DATA TO PROCESS =
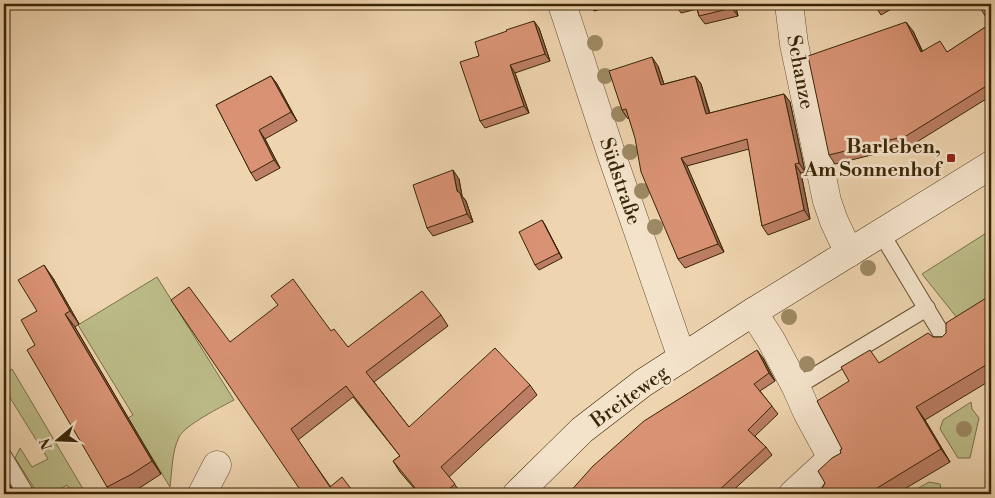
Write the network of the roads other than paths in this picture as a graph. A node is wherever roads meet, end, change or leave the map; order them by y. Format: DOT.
graph roads {
  1 [pos="562,4"];
  2 [pos="789,4"];
  3 [pos="991,165"];
  4 [pos="881,233"];
  5 [pos="849,253"];
  6 [pos="927,308"];
  7 [pos="753,312"];
  8 [pos="946,341"];
  9 [pos="682,358"];
  10 [pos="796,386"];
  11 [pos="4,456"];
  12 [pos="217,465"];
  13 [pos="26,494"];
  14 [pos="202,494"];
  15 [pos="517,494"];
  16 [pos="793,494"];
  1 -- 9 [label="street, Südstraße"];
  2 -- 5 [label="street, Schanze"];
  3 -- 4 [label="street, Breiteweg"];
  4 -- 5 [label="street, Breiteweg"];
  4 -- 6 [label="lane"];
  5 -- 7 [label="street, Breiteweg"];
  6 -- 8 [label="lane"];
  6 -- 10 [label="lane"];
  7 -- 9 [label="street, Breiteweg"];
  7 -- 10 [label="street"];
  9 -- 15 [label="street, Breiteweg"];
  10 -- 16 [label="street"];
  11 -- 13 [label="lane"];
  12 -- 14 [label="street"];
}
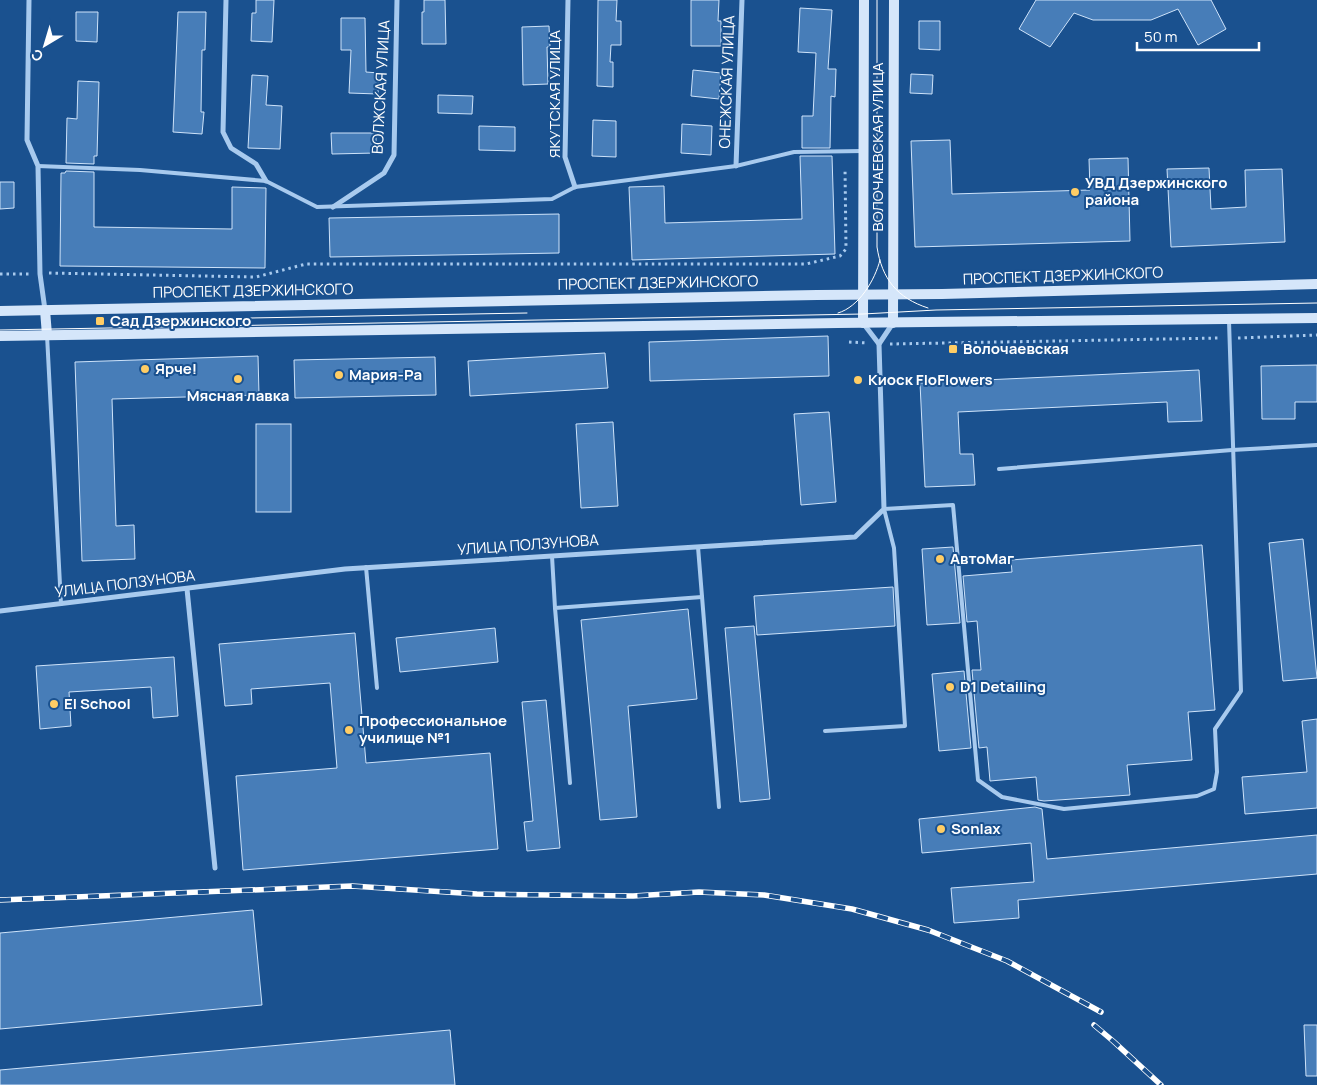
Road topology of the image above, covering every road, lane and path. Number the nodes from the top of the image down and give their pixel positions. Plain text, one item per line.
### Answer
1 (29, 0) edge
2 (226, 0) edge
3 (397, 0) edge
4 (568, 0) edge
5 (742, 0) edge
6 (864, 0) edge
7 (894, 0) edge
8 (863, 151) junction
9 (38, 166) junction
10 (736, 166) junction
11 (845, 168) dead end
12 (266, 181) junction
13 (575, 187) junction
14 (333, 207) junction
15 (0, 274) edge
16 (40, 274) junction
17 (1317, 284) edge
18 (863, 294) junction
19 (892, 294) junction
20 (45, 310) junction
21 (0, 312) edge
22 (1317, 318) edge
23 (1228, 319) junction
24 (863, 323) junction
25 (893, 323) junction
26 (47, 335) junction
27 (1317, 335) edge
28 (0, 336) edge
29 (1228, 338) junction
30 (849, 342) dead end
31 (879, 344) junction
32 (1317, 446) edge
33 (1232, 450) junction
34 (1000, 469) dead end
35 (884, 509) junction
36 (698, 547) junction
37 (552, 556) junction
38 (366, 567) junction
39 (186, 588) junction
40 (702, 597) junction
41 (61, 604) junction
42 (555, 608) junction
43 (0, 611) edge
44 (377, 688) dead end
45 (825, 731) dead end
46 (570, 783) dead end
47 (719, 807) dead end
48 (215, 868) dead end

1 - 9 street
2 - 12 street
3 - 14 street, ВОЛЖСКАЯ УЛИЦА
4 - 13 street, ЯКУТСКАЯ УЛИЦА
5 - 10 street, ОНЕЖСКАЯ УЛИЦА
6 - 8 main road, ВОЛОЧАЕВСКАЯ УЛИЦА
7 - 19 main road, ВОЛОЧАЕВСКАЯ УЛИЦА
8 - 10 lane
8 - 18 main road, ВОЛОЧАЕВСКАЯ УЛИЦА
9 - 12 lane
9 - 16 street
10 - 13 lane
11 - 16 path
12 - 14 lane
13 - 14 lane
15 - 16 path
16 - 20 street
17 - 19 main road, ПРОСПЕКТ ДЗЕРЖИНСКОГО
18 - 19 main road, ПРОСПЕКТ ДЗЕРЖИНСКОГО
18 - 20 main road, ПРОСПЕКТ ДЗЕРЖИНСКОГО
18 - 24 main road, ВОЛОЧАЕВСКАЯ УЛИЦА
19 - 25 main road, ВОЛОЧАЕВСКАЯ УЛИЦА
20 - 21 main road, ПРОСПЕКТ ДЗЕРЖИНСКОГО
20 - 26 main road
22 - 23 main road
23 - 25 main road
23 - 29 lane
24 - 25 main road
24 - 26 main road
24 - 31 street
25 - 31 street
26 - 28 main road
26 - 41 lane
27 - 29 path
29 - 31 path
29 - 33 lane
30 - 31 path
31 - 35 street
32 - 33 lane
33 - 34 lane
33 - 35 lane
35 - 36 street, УЛИЦА ПОЛЗУНОВА
35 - 45 lane
36 - 37 street, УЛИЦА ПОЛЗУНОВА
36 - 40 lane
37 - 38 street, УЛИЦА ПОЛЗУНОВА
37 - 42 lane
38 - 39 street, УЛИЦА ПОЛЗУНОВА
38 - 44 lane
39 - 41 street, УЛИЦА ПОЛЗУНОВА
39 - 48 street
40 - 42 lane
40 - 47 lane
41 - 43 street, УЛИЦА ПОЛЗУНОВА
42 - 46 lane

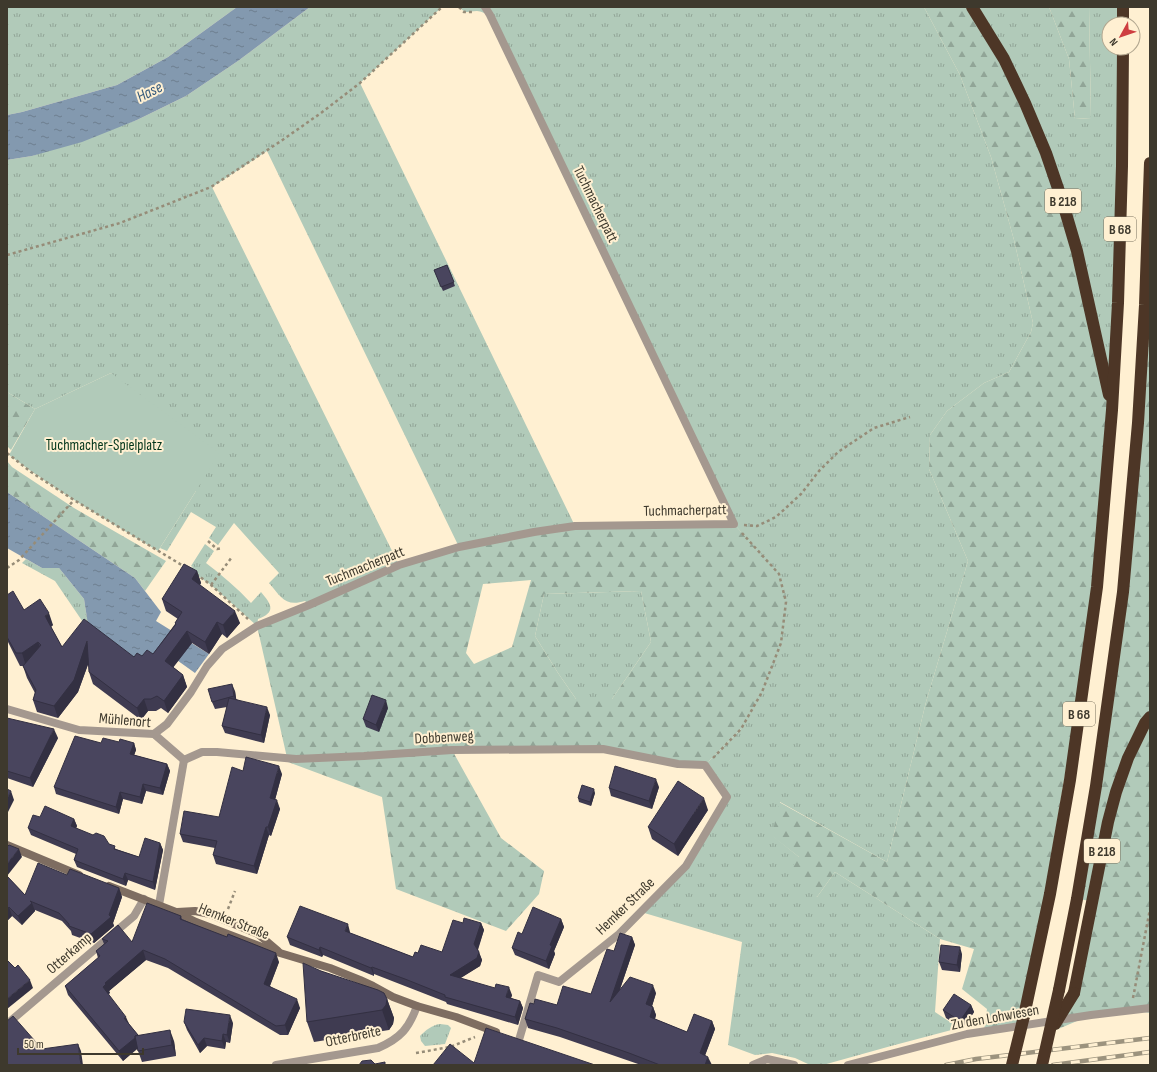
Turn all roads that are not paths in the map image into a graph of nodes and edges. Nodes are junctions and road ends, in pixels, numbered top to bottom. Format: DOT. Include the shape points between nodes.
graph roads {
  1 [pos="972,7"];
  2 [pos="482,9"];
  3 [pos="1123,56"];
  4 [pos="1150,162"];
  5 [pos="1112,410"];
  6 [pos="7,709"];
  7 [pos="1150,716"];
  8 [pos="154,734"];
  9 [pos="184,760"];
  10 [pos="705,765"];
  11 [pos="7,845"];
  12 [pos="88,878"];
  13 [pos="102,883"];
  14 [pos="144,899"];
  15 [pos="159,905"];
  16 [pos="302,960"];
  17 [pos="317,973"];
  18 [pos="374,997"];
  19 [pos="393,997"];
  20 [pos="417,1006"];
  21 [pos="1150,1008"];
  22 [pos="7,1024"];
  23 [pos="1049,1033"];
  24 [pos="512,1038"];
  25 [pos="276,1065"];
  26 [pos="753,1065"];
  27 [pos="794,1065"];
  28 [pos="848,1065"];
  29 [pos="1012,1065"];
  30 [pos="1042,1065"];
  1 -- 5 [label="highway, B 218" via="1004,59 1046,153 1078,251"];
  2 -- 8 [label="street, Tuchmacherpatt" via="494,22 734,524 575,526 459,547 399,565 257,626 222,649 207,666 167,724"];
  3 -- 5 [label="highway, B 68" via="1118,304"];
  4 -- 23 [label="highway, B 68, bridge" via="1138,423 1123,592 1078,899"];
  5 -- 29 [label="highway, B 68, bridge" via="1097,587 1070,780 1050,894"];
  6 -- 8 [label="street, Mühlenort" via="79,730"];
  7 -- 23 [label="highway, B 218, bridge" via="1128,758 1116,792 1074,993"];
  8 -- 9 [label="street, Mühlenort"];
  9 -- 10 [label="street, Dobbenweg" via="202,752 296,759 452,750 603,749 678,764"];
  9 -- 15 [label="street"];
  10 -- 24 [label="street, Hemker Straße" via="727,797 686,866 619,934 559,982 538,975"];
  11 -- 12 [label="main road"];
  13 -- 14 [label="main road, Hemker Straße"];
  14 -- 15 [label="main road, Hemker Straße"];
  14 -- 22 [label="street, Otterkamp" via="134,916"];
  15 -- 16 [label="main road, Hemker Straße" via="196,922"];
  16 -- 17 [label="main road, Hemker Straße"];
  16 -- 19 [label="main road, Hemker Straße" via="360,980"];
  18 -- 19 [label="main road, Hemker Straße"];
  19 -- 20 [label="main road, Hemker Straße"];
  20 -- 24 [label="main road, Hemker Straße" via="456,1017"];
  20 -- 25 [label="street, Otterbreite" via="402,1034 390,1043 378,1048"];
  21 -- 28 [label="street, Zu den Lohwiesen" via="1092,1014 967,1034"];
  23 -- 30 [label="highway, B 68, bridge"];
  26 -- 27 [label="street" via="767,1059"];
}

WHAT NEEDS TO BE DONE = Among the lines of the material, find those holding the word "ПОЛЗУНОВА" and return them.

EXERCISE RESULT =
35 - 36 street, УЛИЦА ПОЛЗУНОВА
36 - 37 street, УЛИЦА ПОЛЗУНОВА
37 - 38 street, УЛИЦА ПОЛЗУНОВА
38 - 39 street, УЛИЦА ПОЛЗУНОВА
39 - 41 street, УЛИЦА ПОЛЗУНОВА
41 - 43 street, УЛИЦА ПОЛЗУНОВА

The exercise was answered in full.